Граник пытался отговорить Спартака от этого намерения, доказывая ему, что он может презирать опасность как частный человек, но не имеет права идти ей навстречу, как вождь и душа святого и трудного дела.
— Я не погибну и догоню вас — я в этом уверен — через три дня на Апеннинском хребте; но даже если бы мне, пришлось погибнуть, то у тебя, храбрый, доблестный Граник, имеется достаточно опытности, авторитета и прозорливости, чтобы энергично и стойко продолжать войну против наших угнетателей.

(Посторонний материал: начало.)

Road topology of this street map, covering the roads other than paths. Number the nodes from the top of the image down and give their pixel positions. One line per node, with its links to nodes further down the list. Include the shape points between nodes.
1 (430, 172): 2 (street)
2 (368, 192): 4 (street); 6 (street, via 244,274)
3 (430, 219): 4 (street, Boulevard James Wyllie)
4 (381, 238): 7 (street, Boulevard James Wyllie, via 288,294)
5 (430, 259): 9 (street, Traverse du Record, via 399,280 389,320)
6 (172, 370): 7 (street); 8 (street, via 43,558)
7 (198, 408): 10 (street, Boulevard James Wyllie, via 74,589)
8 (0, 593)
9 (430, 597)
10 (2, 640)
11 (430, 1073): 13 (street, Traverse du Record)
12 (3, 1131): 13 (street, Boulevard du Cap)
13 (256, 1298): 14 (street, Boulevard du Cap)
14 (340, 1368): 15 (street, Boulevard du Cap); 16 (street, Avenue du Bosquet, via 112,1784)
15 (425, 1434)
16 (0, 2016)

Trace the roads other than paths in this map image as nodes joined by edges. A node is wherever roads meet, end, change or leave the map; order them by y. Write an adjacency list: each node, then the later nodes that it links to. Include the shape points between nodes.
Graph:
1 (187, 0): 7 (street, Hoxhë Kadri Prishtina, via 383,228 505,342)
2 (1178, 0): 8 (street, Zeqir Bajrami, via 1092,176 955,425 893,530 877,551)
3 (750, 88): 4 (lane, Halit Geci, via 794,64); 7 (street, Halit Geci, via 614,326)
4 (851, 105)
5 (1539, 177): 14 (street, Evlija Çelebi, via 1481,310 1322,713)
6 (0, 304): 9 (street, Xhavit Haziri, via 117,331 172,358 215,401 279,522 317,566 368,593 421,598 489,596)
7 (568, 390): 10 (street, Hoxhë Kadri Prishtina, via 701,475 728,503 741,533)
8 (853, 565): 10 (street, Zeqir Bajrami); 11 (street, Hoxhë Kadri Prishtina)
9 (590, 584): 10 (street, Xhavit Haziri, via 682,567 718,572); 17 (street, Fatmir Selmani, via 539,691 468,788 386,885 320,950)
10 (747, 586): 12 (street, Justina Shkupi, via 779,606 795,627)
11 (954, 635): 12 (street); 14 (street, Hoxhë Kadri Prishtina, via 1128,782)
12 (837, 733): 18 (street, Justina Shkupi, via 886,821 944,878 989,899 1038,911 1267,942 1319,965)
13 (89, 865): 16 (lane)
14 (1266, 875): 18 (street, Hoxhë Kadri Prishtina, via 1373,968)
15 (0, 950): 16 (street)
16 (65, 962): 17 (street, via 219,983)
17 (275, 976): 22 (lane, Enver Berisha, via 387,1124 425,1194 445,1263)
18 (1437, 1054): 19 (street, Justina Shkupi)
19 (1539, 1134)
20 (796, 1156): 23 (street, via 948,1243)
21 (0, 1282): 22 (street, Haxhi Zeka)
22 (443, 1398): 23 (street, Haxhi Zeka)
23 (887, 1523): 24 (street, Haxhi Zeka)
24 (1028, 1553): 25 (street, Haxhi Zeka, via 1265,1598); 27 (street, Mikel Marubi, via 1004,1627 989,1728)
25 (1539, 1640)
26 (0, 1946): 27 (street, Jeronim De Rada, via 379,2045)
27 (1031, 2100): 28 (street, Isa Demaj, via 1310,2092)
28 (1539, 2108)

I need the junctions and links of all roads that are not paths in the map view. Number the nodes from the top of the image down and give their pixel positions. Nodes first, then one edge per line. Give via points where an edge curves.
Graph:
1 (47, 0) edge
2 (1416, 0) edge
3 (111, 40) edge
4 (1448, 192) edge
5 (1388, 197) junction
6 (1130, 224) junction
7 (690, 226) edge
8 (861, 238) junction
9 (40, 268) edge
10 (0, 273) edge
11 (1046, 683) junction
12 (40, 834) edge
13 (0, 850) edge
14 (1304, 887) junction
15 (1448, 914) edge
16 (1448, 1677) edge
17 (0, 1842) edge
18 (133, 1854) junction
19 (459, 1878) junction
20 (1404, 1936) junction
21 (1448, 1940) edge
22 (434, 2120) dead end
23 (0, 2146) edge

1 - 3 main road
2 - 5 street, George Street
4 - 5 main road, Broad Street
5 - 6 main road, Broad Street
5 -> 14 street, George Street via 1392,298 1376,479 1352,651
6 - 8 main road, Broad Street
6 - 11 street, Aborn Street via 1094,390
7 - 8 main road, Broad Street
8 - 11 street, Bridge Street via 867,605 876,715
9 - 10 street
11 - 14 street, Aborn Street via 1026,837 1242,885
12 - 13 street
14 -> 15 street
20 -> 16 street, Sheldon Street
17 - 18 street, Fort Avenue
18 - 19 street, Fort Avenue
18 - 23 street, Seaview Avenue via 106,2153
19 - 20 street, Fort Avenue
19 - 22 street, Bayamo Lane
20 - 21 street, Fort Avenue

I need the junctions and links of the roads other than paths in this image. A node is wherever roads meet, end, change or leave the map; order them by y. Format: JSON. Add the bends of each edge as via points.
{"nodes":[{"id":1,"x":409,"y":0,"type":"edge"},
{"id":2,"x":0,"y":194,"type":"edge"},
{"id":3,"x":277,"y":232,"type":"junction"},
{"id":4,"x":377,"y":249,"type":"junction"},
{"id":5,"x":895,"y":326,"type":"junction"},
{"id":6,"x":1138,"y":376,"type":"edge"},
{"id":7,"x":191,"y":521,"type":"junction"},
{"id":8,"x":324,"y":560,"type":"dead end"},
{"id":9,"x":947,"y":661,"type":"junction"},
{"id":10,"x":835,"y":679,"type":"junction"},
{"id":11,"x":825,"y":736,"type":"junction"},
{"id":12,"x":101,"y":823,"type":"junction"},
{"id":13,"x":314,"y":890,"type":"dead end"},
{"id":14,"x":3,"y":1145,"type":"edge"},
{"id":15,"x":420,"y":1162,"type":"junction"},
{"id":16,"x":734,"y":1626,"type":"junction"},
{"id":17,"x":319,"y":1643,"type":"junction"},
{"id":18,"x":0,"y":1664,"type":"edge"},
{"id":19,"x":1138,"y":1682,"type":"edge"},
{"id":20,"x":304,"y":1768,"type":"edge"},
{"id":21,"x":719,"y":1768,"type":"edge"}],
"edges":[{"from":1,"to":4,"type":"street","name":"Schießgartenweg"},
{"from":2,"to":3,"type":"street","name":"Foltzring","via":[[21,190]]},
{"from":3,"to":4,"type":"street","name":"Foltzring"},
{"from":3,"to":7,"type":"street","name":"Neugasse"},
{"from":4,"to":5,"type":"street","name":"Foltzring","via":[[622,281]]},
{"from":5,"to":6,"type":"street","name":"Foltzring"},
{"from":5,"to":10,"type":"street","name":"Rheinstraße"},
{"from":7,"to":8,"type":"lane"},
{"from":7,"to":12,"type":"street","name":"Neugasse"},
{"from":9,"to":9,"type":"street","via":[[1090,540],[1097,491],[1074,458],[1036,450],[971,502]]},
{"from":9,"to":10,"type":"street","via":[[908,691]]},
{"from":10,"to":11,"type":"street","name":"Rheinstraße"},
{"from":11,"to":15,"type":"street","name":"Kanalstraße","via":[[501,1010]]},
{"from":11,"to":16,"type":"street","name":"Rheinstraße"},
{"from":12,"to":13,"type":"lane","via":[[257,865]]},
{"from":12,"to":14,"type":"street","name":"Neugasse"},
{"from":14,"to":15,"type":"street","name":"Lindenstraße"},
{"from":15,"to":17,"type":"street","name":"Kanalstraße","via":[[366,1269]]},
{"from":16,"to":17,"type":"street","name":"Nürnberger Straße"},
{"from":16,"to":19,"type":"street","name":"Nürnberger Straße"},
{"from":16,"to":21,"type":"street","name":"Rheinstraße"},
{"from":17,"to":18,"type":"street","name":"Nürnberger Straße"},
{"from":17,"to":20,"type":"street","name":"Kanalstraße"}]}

И как Граник ни настаивал, он не хотел отказаться от своего намерения. Взяв с собою отряд кавалерии, он уехал по направлению к Гарганской горе. Подъехав к ней, Спартак отправил вперед часть своих кавалеристов обследовать местность и разведать передвижение неприятеля. Получив успокоительные известия, он приказал солдатам сойти с лошадей и вести их под уздцы. Они вступили в лес, окаймлявший дорогу от Сипонтума через Гарганскую гору к морю. Приходилось мечами прорубать путь в этом девственном лесу. Через два с лишним часа они добрались до небольшой поляны, окруженной со всех сторон дубами и елями, на которой находились шалаши нескольких дровосеков, проводивших большую часть года в этих лесах.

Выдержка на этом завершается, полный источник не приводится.